Ritieni che la popolazione anziana italiana, in questo momento, stia ricevendo cure e assistenza sufficienti, e, al di fuori degli ospedali, l’attenzione e il rispetto dovuti?
“Purtroppo registriamo da più parti la riduzione dei servizi agli anziani, che tra l’altro erano già particolarmente scarsi. In tutti i territori stiamo facendo i sindacalisti contrattando con gli enti locali soluzioni immediate per non lasciare da solo nessuno e siamo riusciti a sottoscrivere diversi accordi importanti. Noi chiediamo anche che si stanzino maggiori risorse per il terzo settore e per il volontariato che in questa fase possono fare molto portando spesa, medicine e assistenza a chi è recluso dentro casa”.
Hai affermato che deve essere il tempo della responsabilità e non del profitto. Hai lanciato una campagna informativa, per disinnescare fake news e bufale, che mette a disposizione tutte le piattaforme dello Spi (sito nazionale, pensionati.it, LiberEtà) per fornire informazioni corrette. Avete lanciato la campagna “Giovani che aiutano gli anziani”. Quali sono i valori e gli obiettivi degli strumenti che avete messo in campo?

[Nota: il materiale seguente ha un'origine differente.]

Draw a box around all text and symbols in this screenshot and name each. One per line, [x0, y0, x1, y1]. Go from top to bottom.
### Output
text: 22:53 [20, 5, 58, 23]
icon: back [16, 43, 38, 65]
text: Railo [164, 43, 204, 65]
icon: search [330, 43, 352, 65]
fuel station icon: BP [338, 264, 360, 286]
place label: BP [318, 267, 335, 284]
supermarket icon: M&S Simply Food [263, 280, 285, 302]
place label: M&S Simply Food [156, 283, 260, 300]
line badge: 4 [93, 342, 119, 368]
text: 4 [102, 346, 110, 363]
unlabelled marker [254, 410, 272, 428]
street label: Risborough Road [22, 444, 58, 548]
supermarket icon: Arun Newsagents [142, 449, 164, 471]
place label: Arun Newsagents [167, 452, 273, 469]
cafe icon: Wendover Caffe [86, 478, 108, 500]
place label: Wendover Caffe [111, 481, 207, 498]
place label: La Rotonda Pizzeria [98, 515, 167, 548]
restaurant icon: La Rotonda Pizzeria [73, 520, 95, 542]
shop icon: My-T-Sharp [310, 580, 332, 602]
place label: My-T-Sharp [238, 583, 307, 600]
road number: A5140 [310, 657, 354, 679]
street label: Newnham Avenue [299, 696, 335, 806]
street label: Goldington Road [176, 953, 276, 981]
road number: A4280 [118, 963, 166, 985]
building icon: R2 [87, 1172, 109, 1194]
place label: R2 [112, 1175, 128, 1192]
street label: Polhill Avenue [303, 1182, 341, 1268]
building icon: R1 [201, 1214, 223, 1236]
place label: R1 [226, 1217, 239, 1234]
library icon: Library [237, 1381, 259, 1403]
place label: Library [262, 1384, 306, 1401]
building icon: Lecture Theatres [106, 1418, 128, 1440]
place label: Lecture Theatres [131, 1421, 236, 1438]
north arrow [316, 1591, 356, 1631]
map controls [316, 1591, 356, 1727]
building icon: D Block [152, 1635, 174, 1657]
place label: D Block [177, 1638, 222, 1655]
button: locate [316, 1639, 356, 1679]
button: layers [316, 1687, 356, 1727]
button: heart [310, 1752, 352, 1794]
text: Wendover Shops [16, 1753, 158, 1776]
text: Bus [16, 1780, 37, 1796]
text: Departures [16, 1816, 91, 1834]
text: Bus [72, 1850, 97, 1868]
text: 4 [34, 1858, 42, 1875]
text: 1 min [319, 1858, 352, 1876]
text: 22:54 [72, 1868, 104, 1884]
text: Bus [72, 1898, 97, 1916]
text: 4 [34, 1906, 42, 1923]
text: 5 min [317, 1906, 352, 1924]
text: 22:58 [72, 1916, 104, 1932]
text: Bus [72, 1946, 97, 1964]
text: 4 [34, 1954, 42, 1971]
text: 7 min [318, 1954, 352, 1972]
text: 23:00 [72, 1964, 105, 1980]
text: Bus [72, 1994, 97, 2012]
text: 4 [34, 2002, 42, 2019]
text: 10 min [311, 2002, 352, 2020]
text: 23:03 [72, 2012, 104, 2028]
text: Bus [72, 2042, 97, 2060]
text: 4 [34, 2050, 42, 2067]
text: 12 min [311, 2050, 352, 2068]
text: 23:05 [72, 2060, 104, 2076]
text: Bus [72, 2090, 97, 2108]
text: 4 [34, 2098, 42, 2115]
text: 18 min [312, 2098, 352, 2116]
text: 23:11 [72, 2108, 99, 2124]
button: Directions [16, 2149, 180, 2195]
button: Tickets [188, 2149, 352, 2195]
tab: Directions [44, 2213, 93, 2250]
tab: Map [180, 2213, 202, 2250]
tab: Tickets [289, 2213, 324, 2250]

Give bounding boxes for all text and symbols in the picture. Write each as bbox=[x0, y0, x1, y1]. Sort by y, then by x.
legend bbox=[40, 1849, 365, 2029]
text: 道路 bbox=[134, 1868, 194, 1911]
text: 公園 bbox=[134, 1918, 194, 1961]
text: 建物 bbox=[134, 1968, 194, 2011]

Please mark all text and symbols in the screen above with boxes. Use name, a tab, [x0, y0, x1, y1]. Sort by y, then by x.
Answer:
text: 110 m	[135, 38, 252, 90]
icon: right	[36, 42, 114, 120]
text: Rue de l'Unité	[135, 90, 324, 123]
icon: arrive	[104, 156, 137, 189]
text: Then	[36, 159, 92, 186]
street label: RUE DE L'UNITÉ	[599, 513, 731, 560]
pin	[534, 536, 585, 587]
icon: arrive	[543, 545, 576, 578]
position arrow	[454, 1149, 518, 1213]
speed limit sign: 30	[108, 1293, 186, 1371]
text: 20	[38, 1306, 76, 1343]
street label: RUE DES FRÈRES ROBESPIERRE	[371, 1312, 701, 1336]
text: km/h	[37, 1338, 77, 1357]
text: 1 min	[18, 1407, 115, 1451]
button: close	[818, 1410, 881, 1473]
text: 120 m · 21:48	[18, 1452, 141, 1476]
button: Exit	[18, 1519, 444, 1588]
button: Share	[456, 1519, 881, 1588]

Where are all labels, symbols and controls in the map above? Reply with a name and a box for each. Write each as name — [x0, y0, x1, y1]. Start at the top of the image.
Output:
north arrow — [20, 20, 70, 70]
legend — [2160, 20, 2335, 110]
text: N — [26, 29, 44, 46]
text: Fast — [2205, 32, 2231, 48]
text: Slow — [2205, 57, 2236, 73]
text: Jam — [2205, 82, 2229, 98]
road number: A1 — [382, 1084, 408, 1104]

“Quando è cominciata questa emergenza abbiamo sentito dire, anche da autorevoli esperti e membri delle istituzioni, che non bisognava preoccuparsi più di tanto perché morivano solo i vecchi. Come fosse una liberazione, quasi fosse giusto. Ci siamo ribellati a questo modo di raccontare il virus e abbiamo avuto ragione. Oggi tutti, dal presidente della Repubblica al papa fino ai più importanti membri della comunità scientifica, riconoscono la dignità delle persone anziane e rivolgono a loro messaggi di vicinanza. C’è in giro per l’Italia un esercito silenzioso di giovani volontari che vanno a fare la spesa per gli anziani del loro condominio o del loro quartiere. Stiamo raccogliendo le loro storie, per dare un messaggio di speranza e di solidarietà tra le generazioni. È un piccolo ‘regalo’ che ci ha fatto questo virus. Gli anziani in questo momento hanno bisogno di tutto. Di assistenza, di compagnia, di aiuti concreti. Hanno bisogno di sapere e di capire quello che sta succedendo. Noi abbiamo messo tutti i nostri strumenti a disposizione”.
Sarebbe un errore ridurre la popolazione anziana nella sola cornice del bisogno e della vulnerabilità. Centinaia di medici pensionati sono tornati in corsia. A parte loro, cosa stanno facendo, e cosa possono fare gli anziani per aiutare il paese?
“Gli anziani sono la colonna portante di questo paese. Lo sono e lo saranno sempre, anche e soprattutto quando tutto sarà passato. Ci sono anche degli insegnanti in pensione che si sono messi a disposizione per fare le ripetizioni online ai ragazzi che non stanno andando a scuola. Ora è bene che stiano il più possibile a casa, per ripararsi da questo virus. Stare a distanza dai figli e dai nipoti è uno strazio, ma è un male necessario per superare tutti insieme questa emergenza”.